The words ".... you have prostate cancer" are a life changing, frightening event for each man affected, and for his partner. At first, sexual concerns recede amidst the time -and -energy -consuming tasks of gathering information, having tests, making treatment decisions, and perhaps undergoing surgery. The life and death quality of dealing with the cancer diagnosis often brings out the best in a partnership, with many partners voicing the mantra "All I want is to have him around for another 30 years, and I don't care about any sexual consequences." A whole year of life may be spent undergoing tests, researching options and treatments, undergoing treatment, and the recovery process.

 In many cases, discovering the effect of treatment on sexual functioning is a waiting game. It can take up to a year post-surgery to know whether enough nerves have been spared for erections to remain intact. Treatment options depend on the stage, location and type of tumor; of course, some men go into treatment knowing that erectile dysfunction afterwards is inevitable. It is important to be well prepared for some of the consequences of treatment, because surprises are terrible. Ironically, though, in an existential sense, there is no real way to be prepared. In the midst of the chaos, hearing that sexual dysfunction may occur does not even register for the patient, so powerful is the fear of the unknown, illness, hospitals, doctors, side effects, or death.

 

But lo and behold, after the initial crisis of diagnosis and treatment is completed and months and months have passed, any negative side effects of treatment have been ironed out, and the acute medical drama is over. In one treatment, in fact, there is a nerve sparing prostectomy, which spares the mechanism for having erections. You have survived. Although worry about recurrence is a thought that you have to deal with, in other ways life is returning to "normal."


In my experience, men with prostate cancer often are remarkably resilient. Feeling normal is important. It stands for feeling in control. Being able to maintain your sexual relationship with your partner enhances your feelings of connectedness, emotional intimacy and being loved, and the touch involved in being sexual is wonderful for your immune system. Sexuality, then, can be a major component in fighting off depression and in staying physically and emotionally healthy. As soon as you want to resume your sexual relationship, your urologist should be willing to guide you, exploring which drugs, treatments or devices might help you to maintain your ability to have erections. (There are related stories in the Prostate2002 information describing how) If your surgeon is someone who is not interested in working closely with you on your post-surgery sexual functioning, find a urologist who can help you with this stage of your recovery.

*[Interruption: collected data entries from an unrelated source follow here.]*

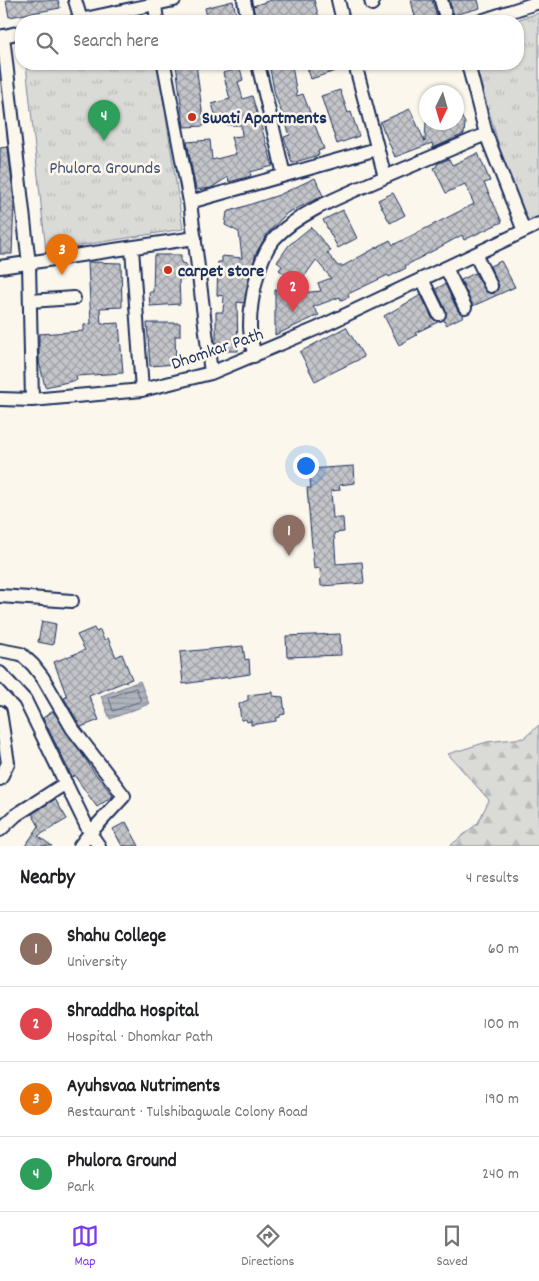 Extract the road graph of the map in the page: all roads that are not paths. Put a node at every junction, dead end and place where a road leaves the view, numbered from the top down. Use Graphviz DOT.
graph roads {
  1 [pos="75,0"];
  2 [pos="174,0"];
  3 [pos="244,0"];
  4 [pos="338,0"];
  5 [pos="441,0"];
  6 [pos="539,2"];
  7 [pos="155,5"];
  8 [pos="77,15"];
  9 [pos="107,15"];
  10 [pos="156,15"];
  11 [pos="247,15"];
  12 [pos="342,15"];
  13 [pos="445,15"];
  14 [pos="499,15"];
  15 [pos="15,34"];
  16 [pos="1,37"];
  17 [pos="165,70"];
  18 [pos="259,70"];
  19 [pos="359,70"];
  20 [pos="470,70"];
  21 [pos="486,134"];
  22 [pos="377,149"];
  23 [pos="284,175"];
  24 [pos="385,177"];
  25 [pos="190,202"];
  26 [pos="539,224"];
  27 [pos="524,231"];
  28 [pos="195,238"];
  29 [pos="132,248"];
  30 [pos="475,254"];
  31 [pos="29,264"];
  32 [pos="0,267"];
  33 [pos="446,268"];
  34 [pos="422,279"];
  35 [pos="491,286"];
  36 [pos="74,298"];
  37 [pos="30,301"];
  38 [pos="466,307"];
  39 [pos="439,314"];
  40 [pos="254,356"];
  41 [pos="211,373"];
  42 [pos="142,390"];
  43 [pos="0,399"];
  44 [pos="32,400"];
  45 [pos="0,596"];
  46 [pos="72,601"];
  47 [pos="0,650"];
  48 [pos="0,673"];
  49 [pos="0,712"];
  50 [pos="0,779"];
  51 [pos="66,784"];
  52 [pos="0,830"];
  53 [pos="90,833"];
  54 [pos="80,846"];
  55 [pos="99,846"];
  1 -- 8 [label="street"];
  2 -- 7 [label="street"];
  3 -- 11 [label="street"];
  4 -- 12 [label="street"];
  5 -- 13 [label="street"];
  6 -- 14 [label="street"];
  7 -- 9 [label="street"];
  7 -- 10 [label="street"];
  15 -- 16 [label="street"];
  16 -- 31 [label="street"];
  17 -- 25 [label="street"];
  18 -- 23 [label="street"];
  19 -- 22 [label="street"];
  20 -- 21 [label="street"];
  21 -- 24 [label="street"];
  21 -- 27 [label="street"];
  22 -- 23 [label="street"];
  22 -- 24 [label="street"];
  23 -- 25 [label="street"];
  24 -- 40 [label="street"];
  25 -- 28 [label="street"];
  26 -- 27 [label="street, Dhomkar Path"];
  27 -- 30 [label="street, Dhomkar Path"];
  28 -- 29 [label="street"];
  28 -- 41 [label="street"];
  29 -- 31 [label="street"];
  29 -- 42 [label="street"];
  30 -- 33 [label="street, Dhomkar Path"];
  30 -- 35 [label="street"];
  31 -- 32 [label="street"];
  31 -- 37 [label="street"];
  33 -- 34 [label="street, Dhomkar Path"];
  33 -- 38 [label="street"];
  34 -- 39 [label="street"];
  34 -- 40 [label="street, Dhomkar Path"];
  36 -- 37 [label="street"];
  37 -- 44 [label="street"];
  40 -- 41 [label="street, Dhomkar Path"];
  41 -- 42 [label="street, Dhomkar Path"];
  42 -- 44 [label="street, Dhomkar Path"];
  43 -- 44 [label="street, Dhomkar Path"];
  45 -- 46 [label="street"];
  47 -- 53 [label="street"];
  48 -- 51 [label="street"];
  49 -- 50 [label="street"];
  51 -- 52 [label="street"];
  51 -- 53 [label="street"];
  53 -- 54 [label="street"];
  53 -- 55 [label="street"];
}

But it may be that even with the best treatment and medical follow up, your sexual functioning has been altered. NOW the physician's earlier words about "changed sexual functioning" can be seen on the radar screen of your mind. Now you see that you are still alive, all your medical decisions have been made, and what is left is to live with them.

 

The Man's Inevitable Fears About Sexual Performance

As the life and death fears recede, most men become very concerned with their ability to resume normal sexual relations-ie. penis-in-vagina intercourse. Of course, you should pursue all the medical treatments available to help you maintain your erectile capacities. But if you find that you are having no luck in finding a pill, injection or procedure, which gives you an adequate erection, you can still continue to have a sexual relationship with your partner. The key is to expand your communication and broaden your definition of what is pleasurable. When I say that maintaining your sexuality is key to staying physically and emotionally healthy, I am not referring to what you might be thinking is the only kind of normal, acceptable sex: penis-in- vagina intercourse.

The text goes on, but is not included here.